Start of SOURCE MATERIAL
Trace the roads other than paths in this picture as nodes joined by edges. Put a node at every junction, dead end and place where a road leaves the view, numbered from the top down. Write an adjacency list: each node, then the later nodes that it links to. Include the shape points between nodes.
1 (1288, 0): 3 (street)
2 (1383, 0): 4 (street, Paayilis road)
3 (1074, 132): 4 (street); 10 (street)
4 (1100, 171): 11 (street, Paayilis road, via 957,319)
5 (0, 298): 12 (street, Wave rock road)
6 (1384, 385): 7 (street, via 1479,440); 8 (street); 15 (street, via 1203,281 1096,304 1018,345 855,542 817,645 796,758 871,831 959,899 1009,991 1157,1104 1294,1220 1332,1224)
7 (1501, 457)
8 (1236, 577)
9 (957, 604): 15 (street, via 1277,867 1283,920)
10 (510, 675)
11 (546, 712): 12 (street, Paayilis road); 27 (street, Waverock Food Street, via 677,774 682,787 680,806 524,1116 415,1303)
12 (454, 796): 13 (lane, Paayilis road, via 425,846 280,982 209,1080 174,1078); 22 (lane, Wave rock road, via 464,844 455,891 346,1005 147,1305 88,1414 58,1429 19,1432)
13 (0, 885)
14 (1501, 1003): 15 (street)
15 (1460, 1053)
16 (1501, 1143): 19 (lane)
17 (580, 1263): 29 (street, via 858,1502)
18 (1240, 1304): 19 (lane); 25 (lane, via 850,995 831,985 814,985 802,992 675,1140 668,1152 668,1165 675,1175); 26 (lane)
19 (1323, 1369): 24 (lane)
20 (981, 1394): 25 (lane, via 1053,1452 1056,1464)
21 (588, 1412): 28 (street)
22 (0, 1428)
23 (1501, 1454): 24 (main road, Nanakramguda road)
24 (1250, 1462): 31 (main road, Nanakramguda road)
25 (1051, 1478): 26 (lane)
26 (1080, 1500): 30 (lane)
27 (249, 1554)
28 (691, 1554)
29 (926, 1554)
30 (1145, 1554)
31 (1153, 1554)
End of SOURCE MATERIAL
TO DO |
Transcribe every line of the records exactly, please.

WRITTEN REPLY |
Trace the roads other than paths in this picture as nodes joined by edges. Put a node at every junction, dead end and place where a road leaves the view, numbered from the top down. Write an adjacency list: each node, then the later nodes that it links to. Include the shape points between nodes.
1 (1288, 0): 3 (street)
2 (1383, 0): 4 (street, Paayilis road)
3 (1074, 132): 4 (street); 10 (street)
4 (1100, 171): 11 (street, Paayilis road, via 957,319)
5 (0, 298): 12 (street, Wave rock road)
6 (1384, 385): 7 (street, via 1479,440); 8 (street); 15 (street, via 1203,281 1096,304 1018,345 855,542 817,645 796,758 871,831 959,899 1009,991 1157,1104 1294,1220 1332,1224)
7 (1501, 457)
8 (1236, 577)
9 (957, 604): 15 (street, via 1277,867 1283,920)
10 (510, 675)
11 (546, 712): 12 (street, Paayilis road); 27 (street, Waverock Food Street, via 677,774 682,787 680,806 524,1116 415,1303)
12 (454, 796): 13 (lane, Paayilis road, via 425,846 280,982 209,1080 174,1078); 22 (lane, Wave rock road, via 464,844 455,891 346,1005 147,1305 88,1414 58,1429 19,1432)
13 (0, 885)
14 (1501, 1003): 15 (street)
15 (1460, 1053)
16 (1501, 1143): 19 (lane)
17 (580, 1263): 29 (street, via 858,1502)
18 (1240, 1304): 19 (lane); 25 (lane, via 850,995 831,985 814,985 802,992 675,1140 668,1152 668,1165 675,1175); 26 (lane)
19 (1323, 1369): 24 (lane)
20 (981, 1394): 25 (lane, via 1053,1452 1056,1464)
21 (588, 1412): 28 (street)
22 (0, 1428)
23 (1501, 1454): 24 (main road, Nanakramguda road)
24 (1250, 1462): 31 (main road, Nanakramguda road)
25 (1051, 1478): 26 (lane)
26 (1080, 1500): 30 (lane)
27 (249, 1554)
28 (691, 1554)
29 (926, 1554)
30 (1145, 1554)
31 (1153, 1554)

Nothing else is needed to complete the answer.